• [WHAT IS REQUIRED]:
Gather all lines with "Indian" from the records.

---- DATA EXTRACTS

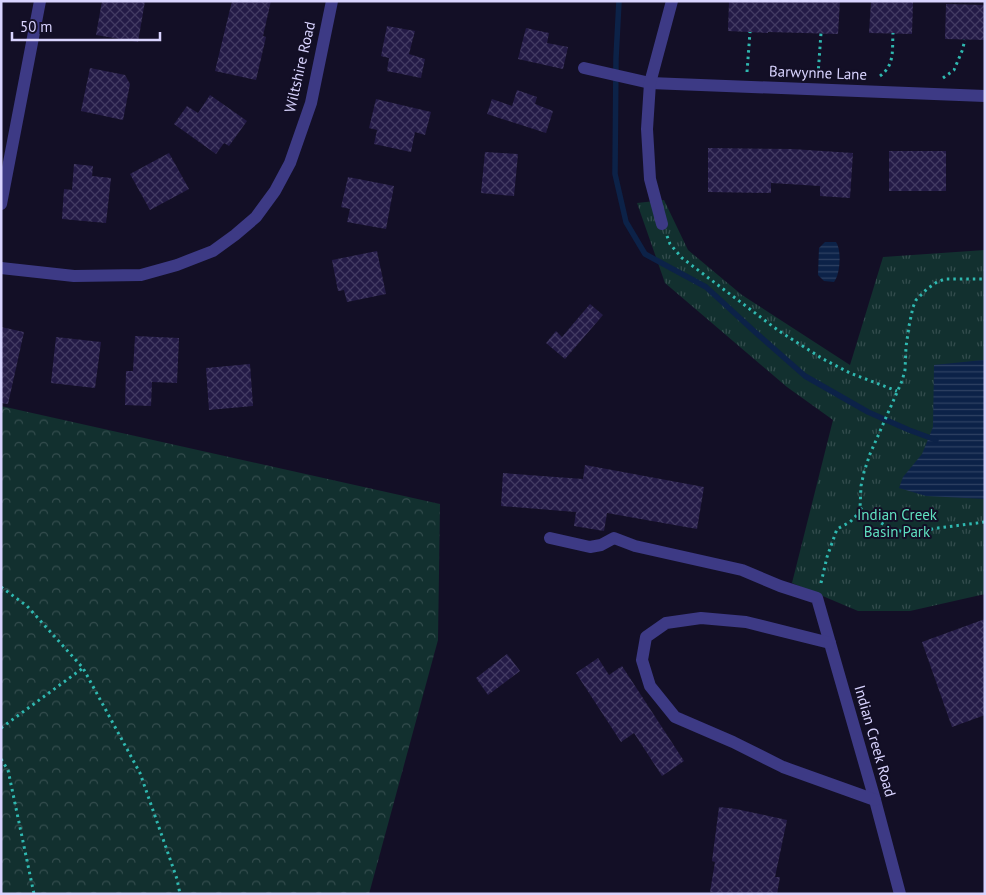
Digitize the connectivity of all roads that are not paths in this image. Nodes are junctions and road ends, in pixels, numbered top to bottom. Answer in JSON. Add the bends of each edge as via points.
{"nodes":[{"id":1,"x":40,"y":1,"type":"edge"},
{"id":2,"x":332,"y":1,"type":"edge"},
{"id":3,"x":672,"y":1,"type":"edge"},
{"id":4,"x":584,"y":68,"type":"dead end"},
{"id":5,"x":650,"y":83,"type":"junction"},
{"id":6,"x":985,"y":96,"type":"edge"},
{"id":7,"x":1,"y":204,"type":"edge"},
{"id":8,"x":662,"y":224,"type":"road end"},
{"id":9,"x":1,"y":268,"type":"edge"},
{"id":10,"x":550,"y":538,"type":"dead end"},
{"id":11,"x":830,"y":643,"type":"junction"},
{"id":12,"x":875,"y":800,"type":"junction"},
{"id":13,"x":900,"y":894,"type":"edge"}],
"edges":[{"from":1,"to":7,"type":"street"},
{"from":2,"to":9,"type":"street","name":"Wiltshire Road","via":[[311,103],[290,163],[256,217],[235,235],[213,251],[141,275],[74,276]]},
{"from":3,"to":5,"type":"street"},
{"from":4,"to":5,"type":"street","name":"Barwynne Lane"},
{"from":5,"to":6,"type":"street","name":"Barwynne Lane"},
{"from":5,"to":8,"type":"street","via":[[647,128],[650,179]]},
{"from":10,"to":11,"type":"street","name":"Indian Creek Road","via":[[590,547],[614,538],[635,546],[742,570],[817,598]]},
{"from":11,"to":12,"type":"street","name":"Indian Creek Road"},
{"from":11,"to":12,"type":"street","via":[[746,622],[701,618],[666,623],[646,636],[642,660],[650,686],[675,717],[783,767]]},
{"from":12,"to":13,"type":"street","name":"Indian Creek Road"}]}
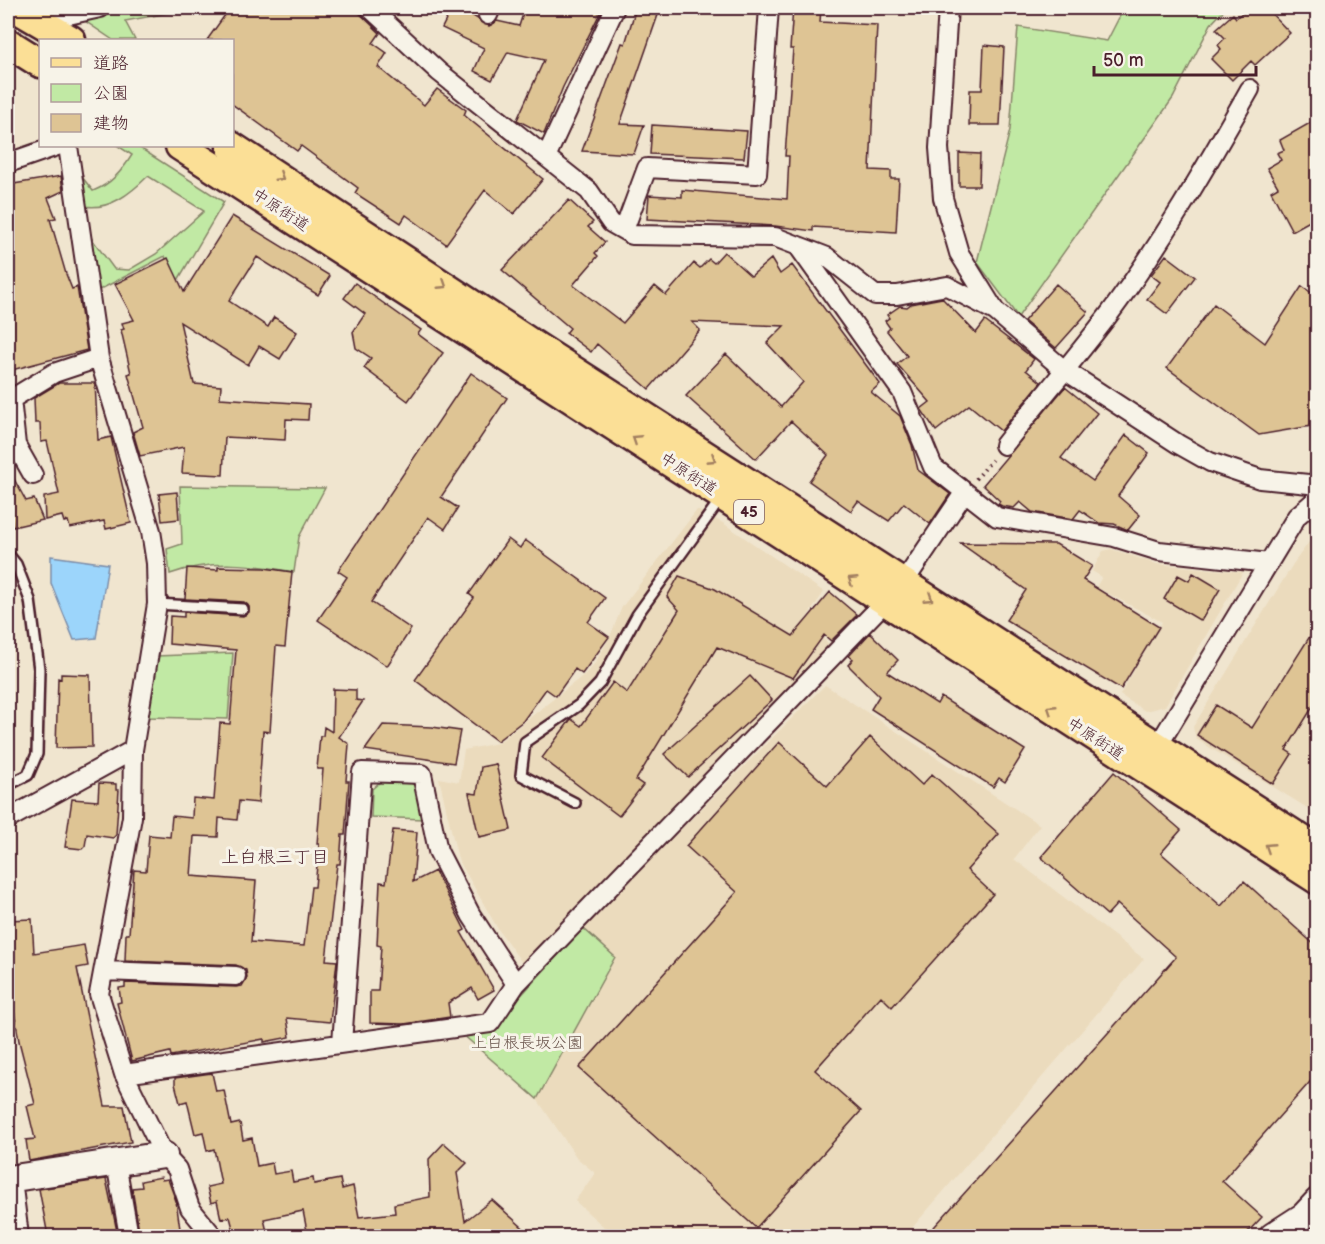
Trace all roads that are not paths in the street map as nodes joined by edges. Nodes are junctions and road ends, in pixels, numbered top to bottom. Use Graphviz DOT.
graph roads {
  1 [pos="15,8"];
  2 [pos="100,8"];
  3 [pos="370,8"];
  4 [pos="615,8"];
  5 [pos="769,8"];
  6 [pos="948,8"];
  7 [pos="41,21"];
  8 [pos="69,39"];
  9 [pos="8,43"];
  10 [pos="39,62"];
  11 [pos="1250,89"];
  12 [pos="54,147"];
  13 [pos="68,147"];
  14 [pos="182,147"];
  15 [pos="233,147"];
  16 [pos="546,157"];
  17 [pos="8,162"];
  18 [pos="624,231"];
  19 [pos="798,246"];
  20 [pos="995,311"];
  21 [pos="99,358"];
  22 [pos="1064,369"];
  23 [pos="9,400"];
  24 [pos="1004,445"];
  25 [pos="33,475"];
  26 [pos="1317,485"];
  27 [pos="964,493"];
  28 [pos="723,495"];
  29 [pos="1317,498"];
  30 [pos="8,554"];
  31 [pos="1269,563"];
  32 [pos="895,592"];
  33 [pos="157,604"];
  34 [pos="243,609"];
  35 [pos="133,750"];
  36 [pos="1151,758"];
  37 [pos="8,785"];
  38 [pos="575,803"];
  39 [pos="8,819"];
  40 [pos="1317,850"];
  41 [pos="1317,880"];
  42 [pos="104,971"];
  43 [pos="236,976"];
  44 [pos="516,984"];
  45 [pos="342,1043"];
  46 [pos="124,1074"];
  47 [pos="164,1155"];
  48 [pos="116,1163"];
  49 [pos="8,1180"];
  50 [pos="1317,1201"];
  51 [pos="15,1236"];
  52 [pos="129,1236"];
  53 [pos="213,1236"];
  54 [pos="1273,1236"];
  1 -- 7 [label="main road"];
  2 -- 7 [label="street"];
  3 -- 16 [label="street"];
  4 -- 16 [label="street"];
  5 -- 18 [label="street"];
  6 -- 20 [label="street"];
  7 -- 8 [label="main road"];
  9 -- 10 [label="main road"];
  11 -- 22 [label="street"];
  12 -- 17 [label="street"];
  13 -- 21 [label="street"];
  28 -- 14 [label="main road, 中原街道 / 45, one-way"];
  15 -- 32 [label="main road, 中原街道 / 45, one-way"];
  16 -- 18 [label="street"];
  18 -- 19 [label="street"];
  19 -- 20 [label="street"];
  19 -- 27 [label="street"];
  20 -- 22 [label="street"];
  21 -- 23 [label="street"];
  21 -- 33 [label="street"];
  22 -- 24 [label="street"];
  22 -- 26 [label="street"];
  23 -- 25 [label="street"];
  27 -- 31 [label="street"];
  27 -- 32 [label="street"];
  32 -- 28 [label="main road, 中原街道 / 45, one-way"];
  28 -- 38 [label="lane"];
  29 -- 31 [label="street"];
  30 -- 37 [label="lane"];
  31 -- 36 [label="street"];
  32 -- 36 [label="main road, 中原街道 / 45"];
  32 -- 44 [label="street"];
  33 -- 34 [label="lane"];
  33 -- 35 [label="street"];
  35 -- 39 [label="street"];
  35 -- 42 [label="street"];
  36 -- 40 [label="main road, 中原街道 / 45"];
  41 -- 36 [label="main road, 中原街道 / 45, one-way"];
  42 -- 43 [label="street"];
  42 -- 46 [label="street"];
  44 -- 45 [label="street"];
  44 -- 45 [label="street"];
  45 -- 46 [label="street"];
  46 -- 47 [label="street"];
  47 -- 48 [label="street"];
  47 -- 53 [label="street"];
  48 -- 49 [label="street"];
  48 -- 52 [label="street"];
  49 -- 51 [label="street"];
  50 -- 54 [label="street"];
}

--------

• [ANSWER TO THIS EXERCISE]:
{"from":10,"to":11,"type":"street","name":"Indian Creek Road","via":[[590,547],[614,538],[635,546],[742,570],[817,598]]},
{"from":11,"to":12,"type":"street","name":"Indian Creek Road"},
{"from":12,"to":13,"type":"street","name":"Indian Creek Road"}]}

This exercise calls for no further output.